Developing a shared approach to human rights protection means that all the Charter's substantive provisions must be interpreted in accordance with one of the principles already referred to, namely the effective protection of rights. It is unnecessary here to go beyond this general proposition. The European Committee of Social Rights must draw the practical consequences in each specific case it has to consider. The only issue that arises here is whether the Committee is committed to adopting and maintaining a dynamic policy of interpreting the Charter in accordance with its spirit – in other words its nature and aims – as much as its letter.
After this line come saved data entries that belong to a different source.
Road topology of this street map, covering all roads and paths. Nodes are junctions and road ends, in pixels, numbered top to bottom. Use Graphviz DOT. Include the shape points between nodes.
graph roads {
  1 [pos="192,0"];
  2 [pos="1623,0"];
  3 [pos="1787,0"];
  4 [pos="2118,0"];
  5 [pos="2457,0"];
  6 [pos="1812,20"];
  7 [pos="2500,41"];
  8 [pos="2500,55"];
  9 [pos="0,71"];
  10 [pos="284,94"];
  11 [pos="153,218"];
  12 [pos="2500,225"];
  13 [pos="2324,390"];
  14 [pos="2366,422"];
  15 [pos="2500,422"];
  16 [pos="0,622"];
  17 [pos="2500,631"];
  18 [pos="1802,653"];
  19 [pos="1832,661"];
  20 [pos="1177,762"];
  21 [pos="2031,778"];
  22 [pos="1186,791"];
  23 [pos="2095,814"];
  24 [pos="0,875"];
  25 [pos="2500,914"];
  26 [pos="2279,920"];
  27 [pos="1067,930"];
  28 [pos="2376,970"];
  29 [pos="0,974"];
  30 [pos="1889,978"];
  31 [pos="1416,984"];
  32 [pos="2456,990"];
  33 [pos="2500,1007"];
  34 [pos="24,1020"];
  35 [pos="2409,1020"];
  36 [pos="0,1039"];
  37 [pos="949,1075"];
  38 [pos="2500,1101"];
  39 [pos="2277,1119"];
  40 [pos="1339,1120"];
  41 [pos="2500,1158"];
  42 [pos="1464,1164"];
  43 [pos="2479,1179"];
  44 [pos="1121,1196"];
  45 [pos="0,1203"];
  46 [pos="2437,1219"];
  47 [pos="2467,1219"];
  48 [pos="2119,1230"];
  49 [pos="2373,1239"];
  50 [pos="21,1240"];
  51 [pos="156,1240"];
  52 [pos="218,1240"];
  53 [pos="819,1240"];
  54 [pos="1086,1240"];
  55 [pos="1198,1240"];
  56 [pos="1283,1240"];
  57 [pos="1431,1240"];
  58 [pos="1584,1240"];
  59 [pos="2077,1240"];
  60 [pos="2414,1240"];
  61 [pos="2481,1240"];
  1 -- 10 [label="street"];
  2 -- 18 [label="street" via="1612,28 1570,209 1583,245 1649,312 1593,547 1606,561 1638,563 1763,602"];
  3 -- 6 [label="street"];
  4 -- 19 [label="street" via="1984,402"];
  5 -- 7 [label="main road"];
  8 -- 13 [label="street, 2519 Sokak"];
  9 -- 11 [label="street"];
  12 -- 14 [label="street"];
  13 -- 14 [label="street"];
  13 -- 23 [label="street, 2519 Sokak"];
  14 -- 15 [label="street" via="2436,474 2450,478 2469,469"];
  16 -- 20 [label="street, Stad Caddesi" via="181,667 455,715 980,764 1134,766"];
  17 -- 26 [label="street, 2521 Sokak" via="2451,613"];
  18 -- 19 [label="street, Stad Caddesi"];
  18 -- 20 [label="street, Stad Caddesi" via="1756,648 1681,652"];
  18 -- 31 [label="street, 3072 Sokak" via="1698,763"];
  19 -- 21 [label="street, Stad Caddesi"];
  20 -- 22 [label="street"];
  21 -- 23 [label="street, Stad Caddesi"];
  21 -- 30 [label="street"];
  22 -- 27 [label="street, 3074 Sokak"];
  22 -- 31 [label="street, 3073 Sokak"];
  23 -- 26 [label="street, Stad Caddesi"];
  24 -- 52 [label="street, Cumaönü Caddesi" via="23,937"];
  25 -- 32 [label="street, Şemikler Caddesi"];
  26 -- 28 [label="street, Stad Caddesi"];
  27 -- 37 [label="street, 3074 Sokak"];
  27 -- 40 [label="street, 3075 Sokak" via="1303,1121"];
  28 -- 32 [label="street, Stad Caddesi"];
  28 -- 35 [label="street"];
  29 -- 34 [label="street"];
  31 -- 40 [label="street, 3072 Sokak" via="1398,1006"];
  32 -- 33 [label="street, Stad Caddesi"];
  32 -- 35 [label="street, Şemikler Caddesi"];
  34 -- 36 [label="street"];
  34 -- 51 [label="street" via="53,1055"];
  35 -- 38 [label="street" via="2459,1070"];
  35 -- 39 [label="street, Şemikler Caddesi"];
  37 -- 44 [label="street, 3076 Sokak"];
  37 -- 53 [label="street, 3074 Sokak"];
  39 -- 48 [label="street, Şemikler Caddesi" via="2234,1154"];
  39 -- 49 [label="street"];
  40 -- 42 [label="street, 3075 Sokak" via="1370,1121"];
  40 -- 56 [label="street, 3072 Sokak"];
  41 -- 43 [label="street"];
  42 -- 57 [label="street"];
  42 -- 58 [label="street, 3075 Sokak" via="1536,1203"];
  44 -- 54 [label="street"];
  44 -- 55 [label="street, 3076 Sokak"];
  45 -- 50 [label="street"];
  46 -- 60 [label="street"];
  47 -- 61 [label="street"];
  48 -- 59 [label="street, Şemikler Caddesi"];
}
Clearly, the very nature of certain provisions of the Charter means that that they require particularly vigorous interpretation by the Committee. These are ones where there is blatant incompatibility with fundamental rights. Particular examples are the Appendix to the Charter and its Article I, which respectively restrict the Charter's personal scope by excluding foreign nationals and legitimise "minor violations" of established rights.

The author has already considered these provisions and their total incompatibility with a human rights instrument in some detail7. Nevertheless, the subject may bear brief repetition. According to the Appendix, the persons covered by the Charter "include foreigners only in so far as they are nationals of Contracting Parties lawfully resident or working regularly within the territory of the Contracting Party concerned". Meanwhile, Article I paragraph 2 stipulates that compliance with the undertakings deriving from various provisions of the Charter shall be regarded as effective "if the provisions are applied .... to the great majority of the workers concerned", which the ECSR initially interpreted to mean that the relevant requirements were met if the domestic measures concerned applied to at least 80% of workers.
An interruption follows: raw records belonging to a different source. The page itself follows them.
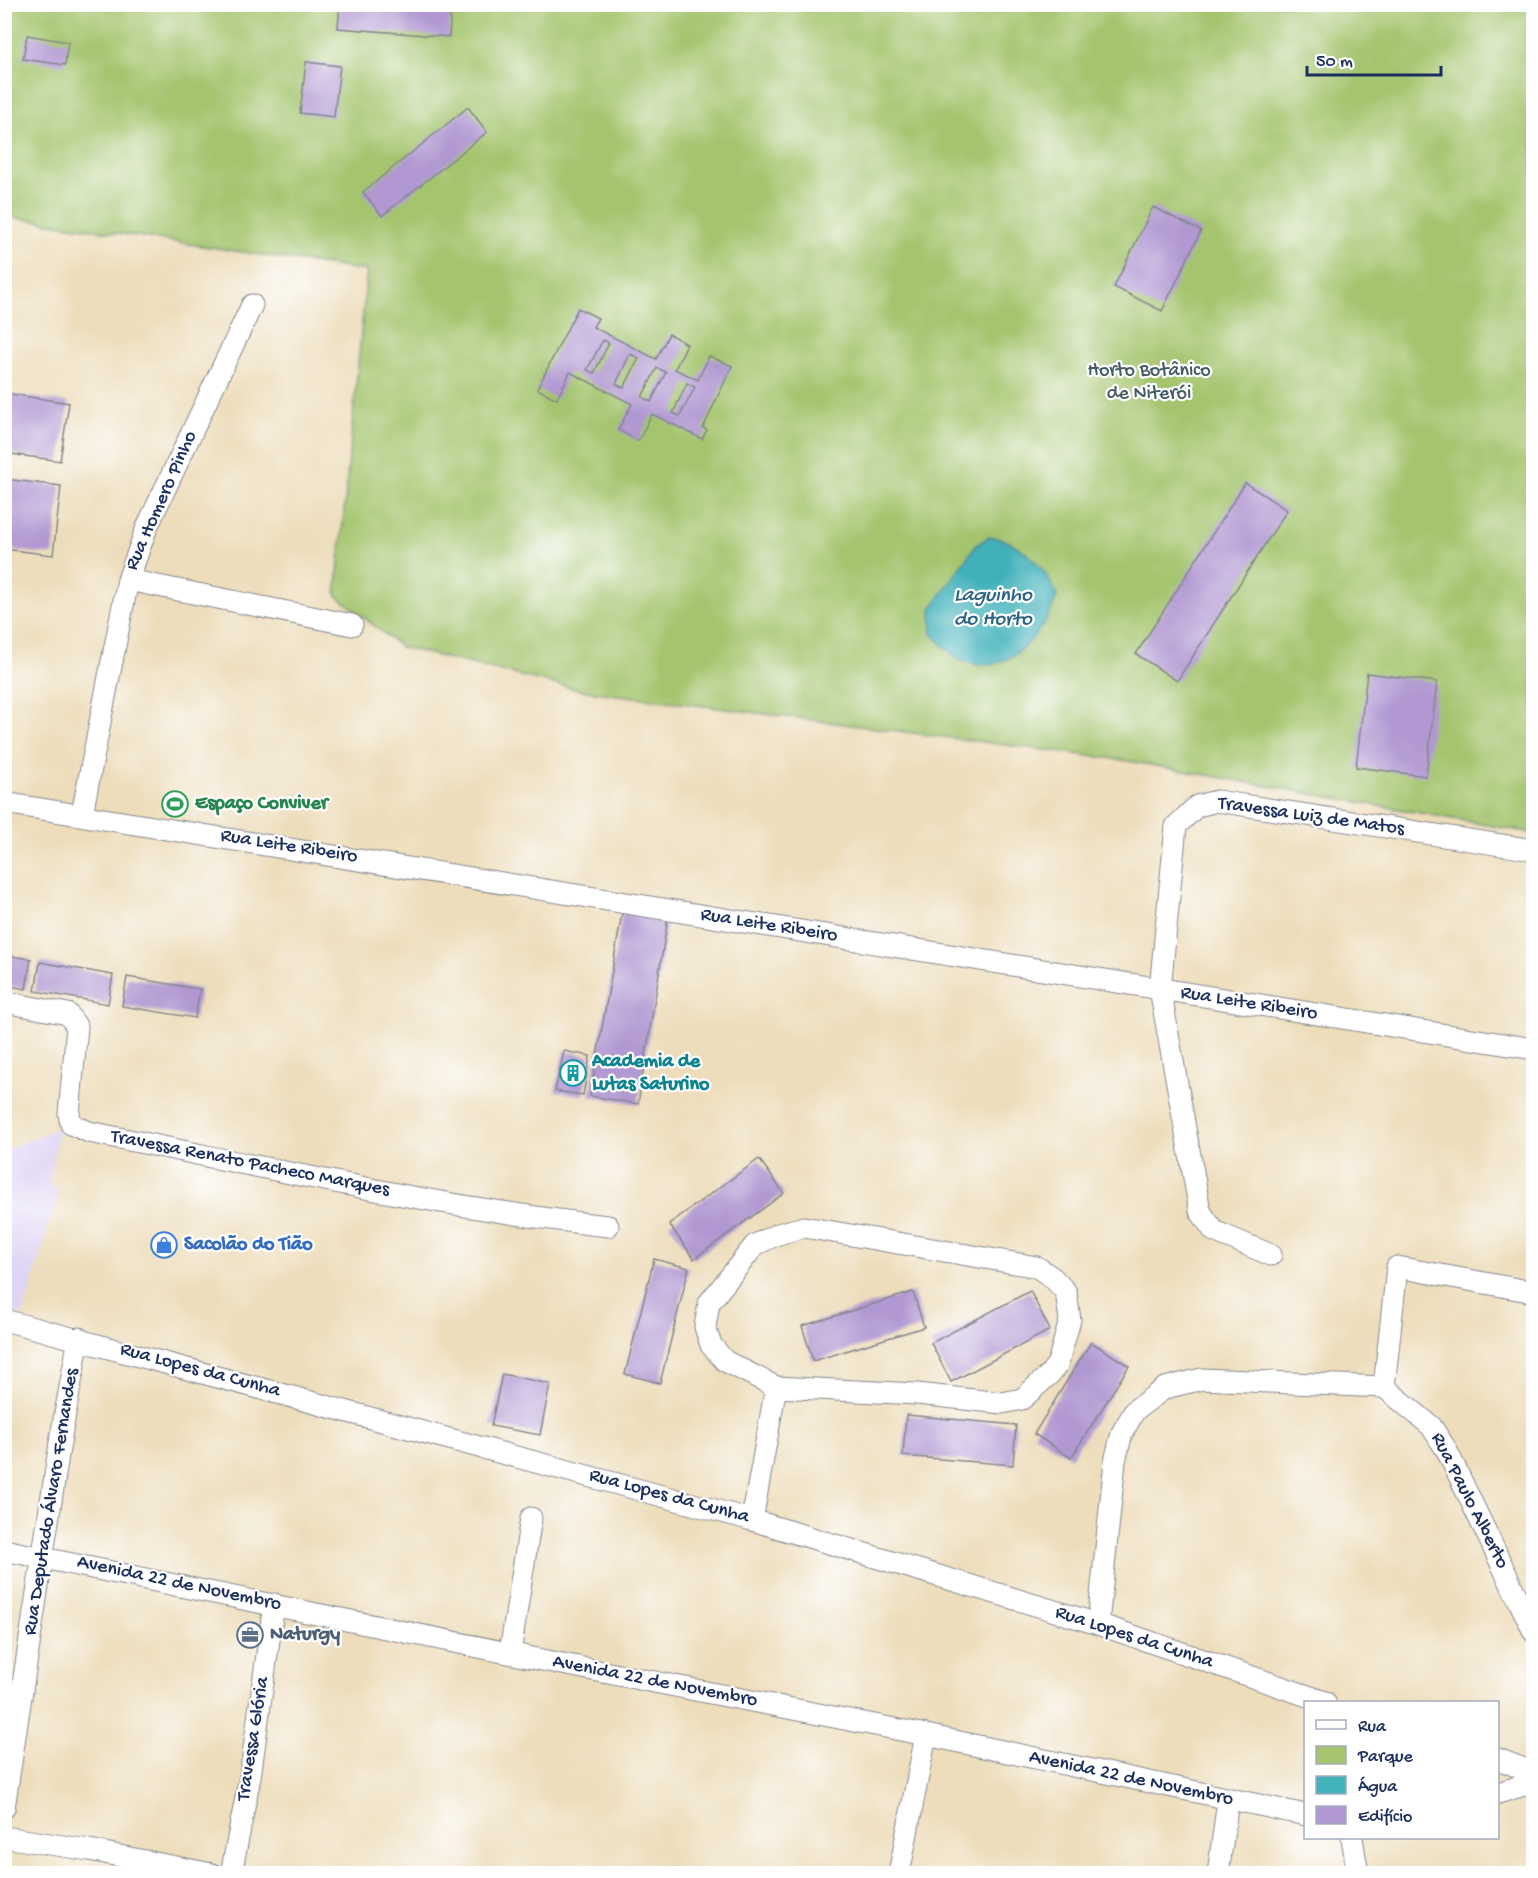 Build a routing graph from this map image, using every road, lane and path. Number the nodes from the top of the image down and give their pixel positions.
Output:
1 (252, 304) dead end
2 (128, 580) junction
3 (352, 625) dead end
4 (4, 803) edge
5 (82, 814) junction
6 (1533, 850) edge
7 (1160, 989) junction
8 (4, 1002) edge
9 (1533, 1049) edge
10 (608, 1226) dead end
11 (1271, 1254) dead end
12 (1533, 1292) edge
13 (4, 1320) edge
14 (79, 1338) junction
15 (776, 1387) junction
16 (1384, 1387) junction
17 (531, 1518) dead end
18 (752, 1520) junction
19 (4, 1550) edge
20 (44, 1557) junction
21 (274, 1604) junction
22 (1098, 1624) junction
23 (1533, 1632) edge
24 (510, 1653) junction
25 (1322, 1701) edge
26 (926, 1735) junction
27 (1499, 1760) edge
28 (1533, 1773) edge
29 (1533, 1782) edge
30 (1499, 1792) edge
31 (1228, 1800) junction
32 (4, 1808) edge
33 (1304, 1815) edge
34 (4, 1837) edge
35 (1352, 1839) edge
36 (212, 1874) edge
37 (231, 1874) edge
38 (899, 1874) edge
39 (1218, 1874) edge
40 (1358, 1874) edge

1 - 2 street, Rua Homero Pinho
2 - 3 street
2 - 5 street, Rua Homero Pinho
4 - 5 street, Rua Leite Ribeiro
5 - 7 street, Rua Leite Ribeiro
6 - 7 street, Travessa Luiz de Matos
7 - 9 street, Rua Leite Ribeiro
7 - 11 street, Travessa Luiz de Matos
8 - 10 street, Travessa Renato Pacheco Marques
12 - 16 street
13 - 14 street, Rua Lopes da Cunha
14 - 18 street, Rua Lopes da Cunha
14 - 20 street, Rua Deputado Álvaro Fernandes
15 - 15 street
15 - 18 street
16 - 22 street
16 - 23 street, Rua Paulo Alberto
17 - 24 street
18 - 22 street, Rua Lopes da Cunha
19 - 20 street, Avenida 22 de Novembro
20 - 21 street, Avenida 22 de Novembro
20 - 32 street, Rua Deputado Álvaro Fernandes
21 - 24 street, Avenida 22 de Novembro
21 - 37 street, Travessa Glória
22 - 25 street, Rua Lopes da Cunha
24 - 26 street, Avenida 22 de Novembro
26 - 31 street, Avenida 22 de Novembro
26 - 38 street
27 - 28 street
29 - 30 street
31 - 33 street, Avenida 22 de Novembro
31 - 39 street
34 - 36 street
35 - 40 street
In recent years, the Committee has made efforts to reduce the blind spots created by these two provisions. The author is one of those who consider that it has managed to strike a reasonable balance between respect for the letter of these exclusion provisions and the spirit of the Charter, which as a human rights convention should offer protection to all those coming under the jurisdiction of the states party. The approach taken in the Autism Europe v. France decision in 2004 is to rule that the clause in the Appendix is inapplicable if it is incompatible with respect for life and human dignity. It therefore confirms the validity of this provision while at the same time making the Charter applicable to foreign nationals in exceptional circumstances8. The same applies to Article I. What emerges from the decision in the first 35 hours case is that this article does not allow states to deliberately exclude groups of persons from the Charter's application. In other words, as the decision itself states, its application "cannot give rise to a situation in which a large number of persons forming a specific category are deliberately excluded from the scope of a legal provision".
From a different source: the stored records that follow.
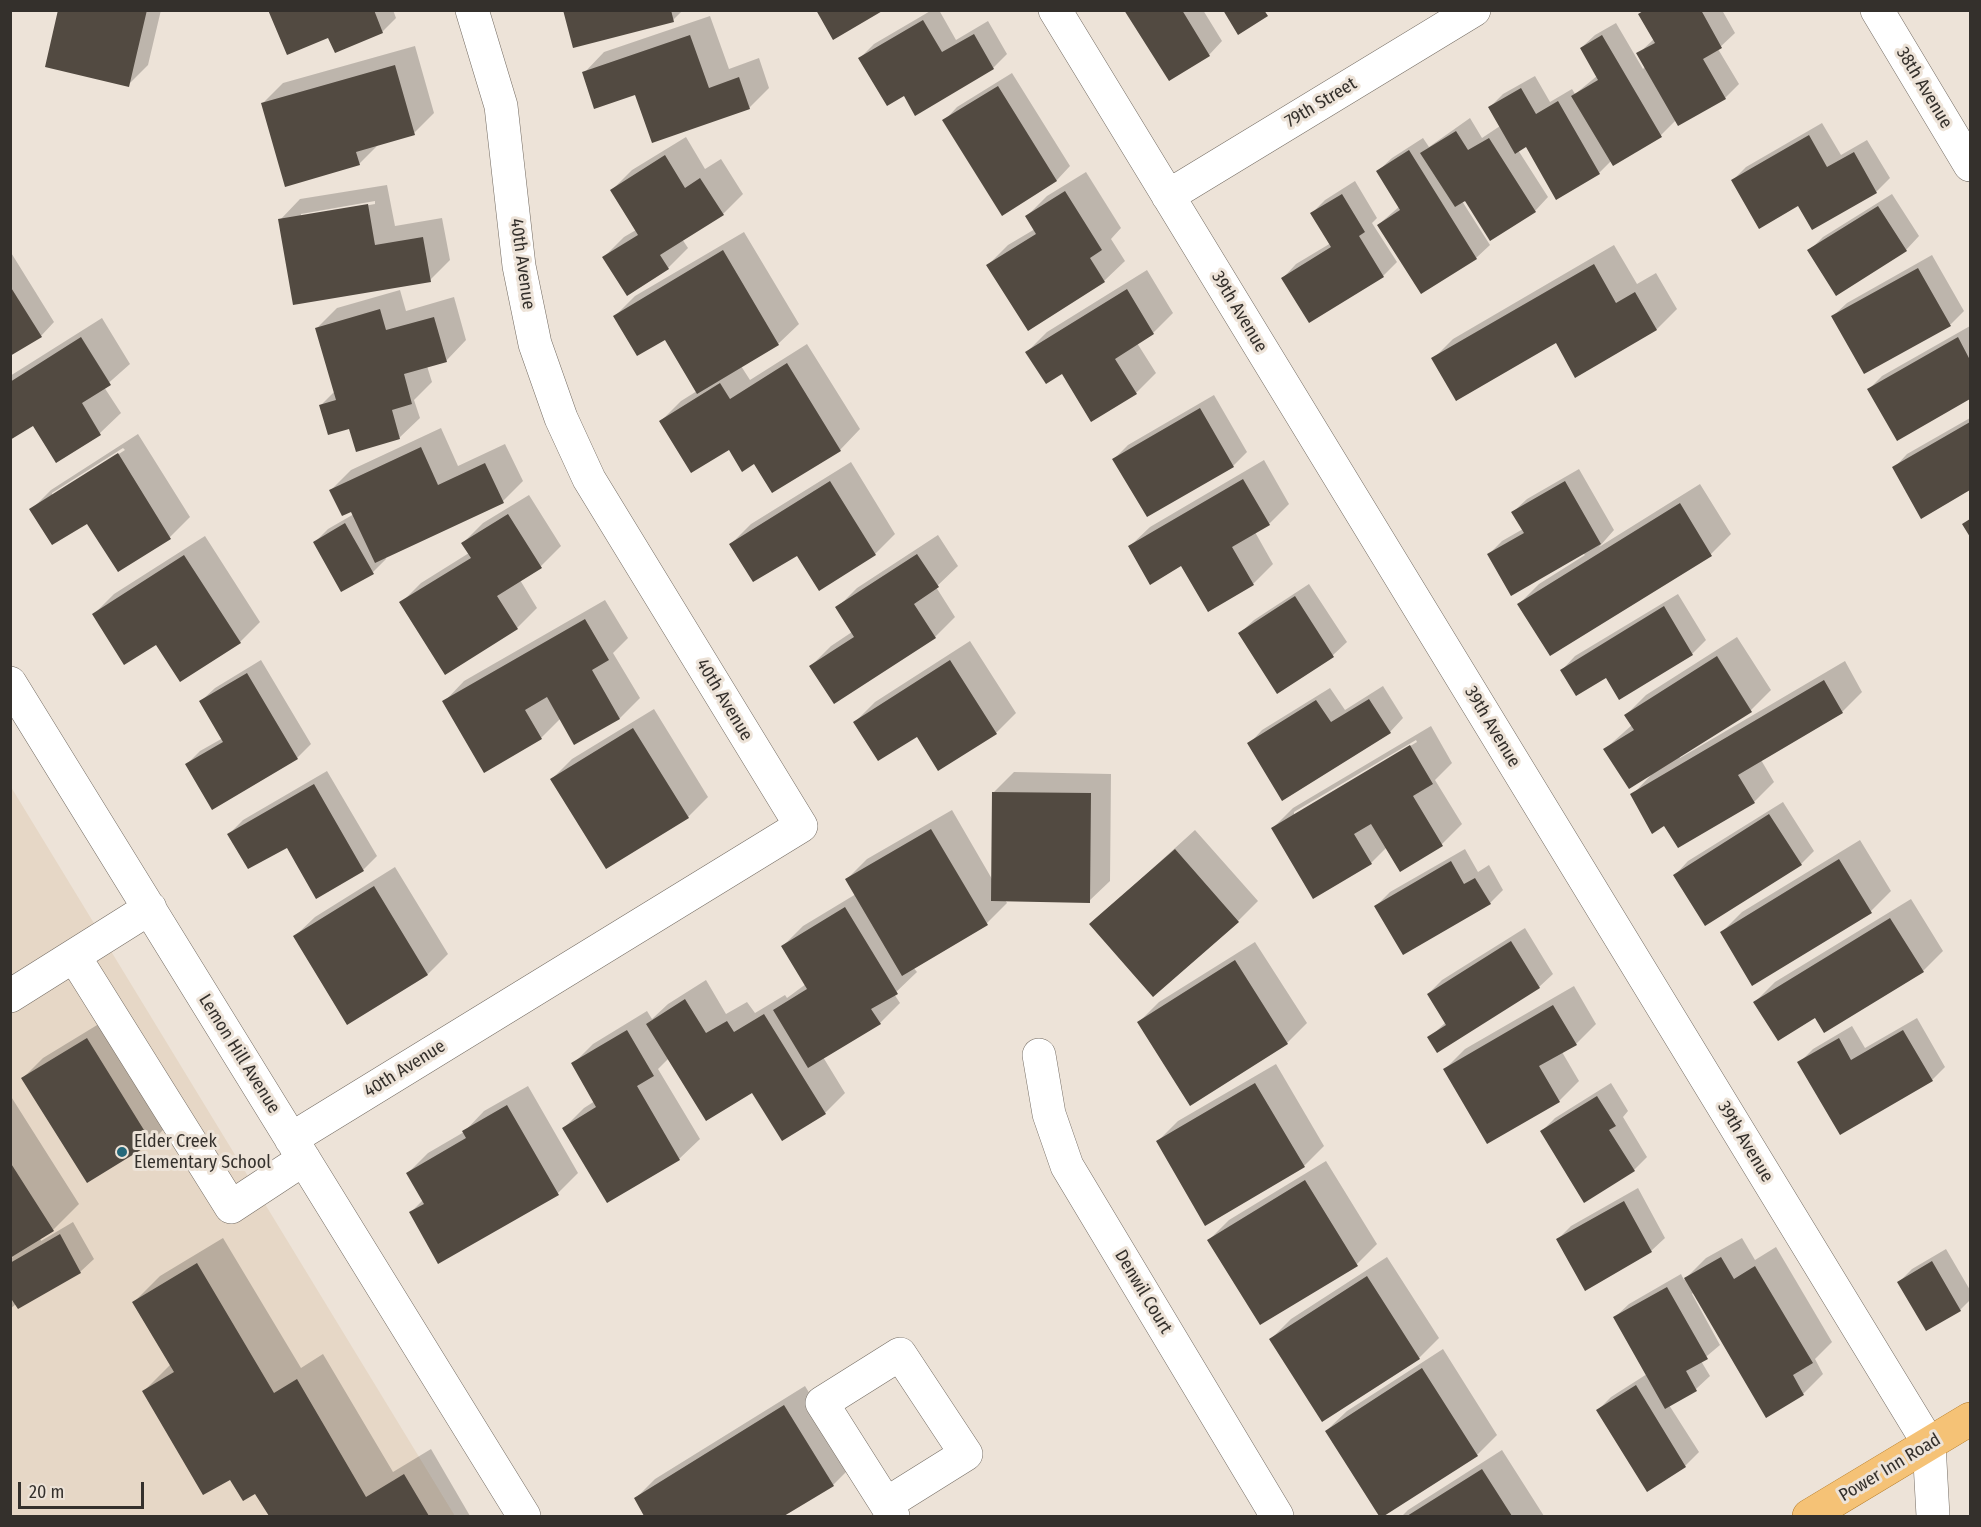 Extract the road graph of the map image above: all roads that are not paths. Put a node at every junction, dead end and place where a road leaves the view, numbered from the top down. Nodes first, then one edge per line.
1 (472, 10) edge
2 (1055, 10) edge
3 (1474, 10) edge
4 (1877, 10) edge
5 (1971, 165) edge
6 (1168, 196) junction
7 (15, 699) edge
8 (150, 908) junction
9 (74, 956) junction
10 (10, 996) edge
11 (1039, 1055) dead end
12 (298, 1149) junction
13 (1971, 1419) edge
14 (1929, 1444) junction
15 (889, 1510) edge
16 (525, 1516) edge
17 (1278, 1516) edge
18 (1809, 1516) edge
19 (1933, 1516) edge

1 - 12 street, 40th Avenue
2 - 6 street, 39th Avenue
3 - 6 street, 79th Street
4 - 5 street, 38th Avenue
6 - 14 street, 39th Avenue
7 - 8 street, Lemon Hill Avenue
8 - 9 street
8 - 12 street, Lemon Hill Avenue
9 - 10 street
9 - 12 street
11 - 17 street, Denwil Court
12 - 16 street, Lemon Hill Avenue
13 - 14 main road, Power Inn Road
14 - 18 main road, Power Inn Road
14 - 19 street
15 - 15 street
Against this background, the challenge of the next ten years will be less concerned with the actual interpretation of these clauses than with stabilising and developing the relevant case-law.

These are the conditions that must be met for the Charter to begin to approach the standards set by the ECHR. Let there be no mistake however. It will not be able to match this standard until the two provisions referred to above, both of which are incompatible with human rights principles, are quite simply repealed, so that the protection afforded by the Charter extends to every individual coming under the jurisdiction of the states party.

    II- Establishing institutional and procedural links between the Charter and the ECHR

Calls for a common approach to human rights protection in fact represent an invitation to develop processes that are already under way. However, this is not the case with this particular proposal. To date there have been no institutional or procedural links between the Charter and the ECHR. They therefore need to be established.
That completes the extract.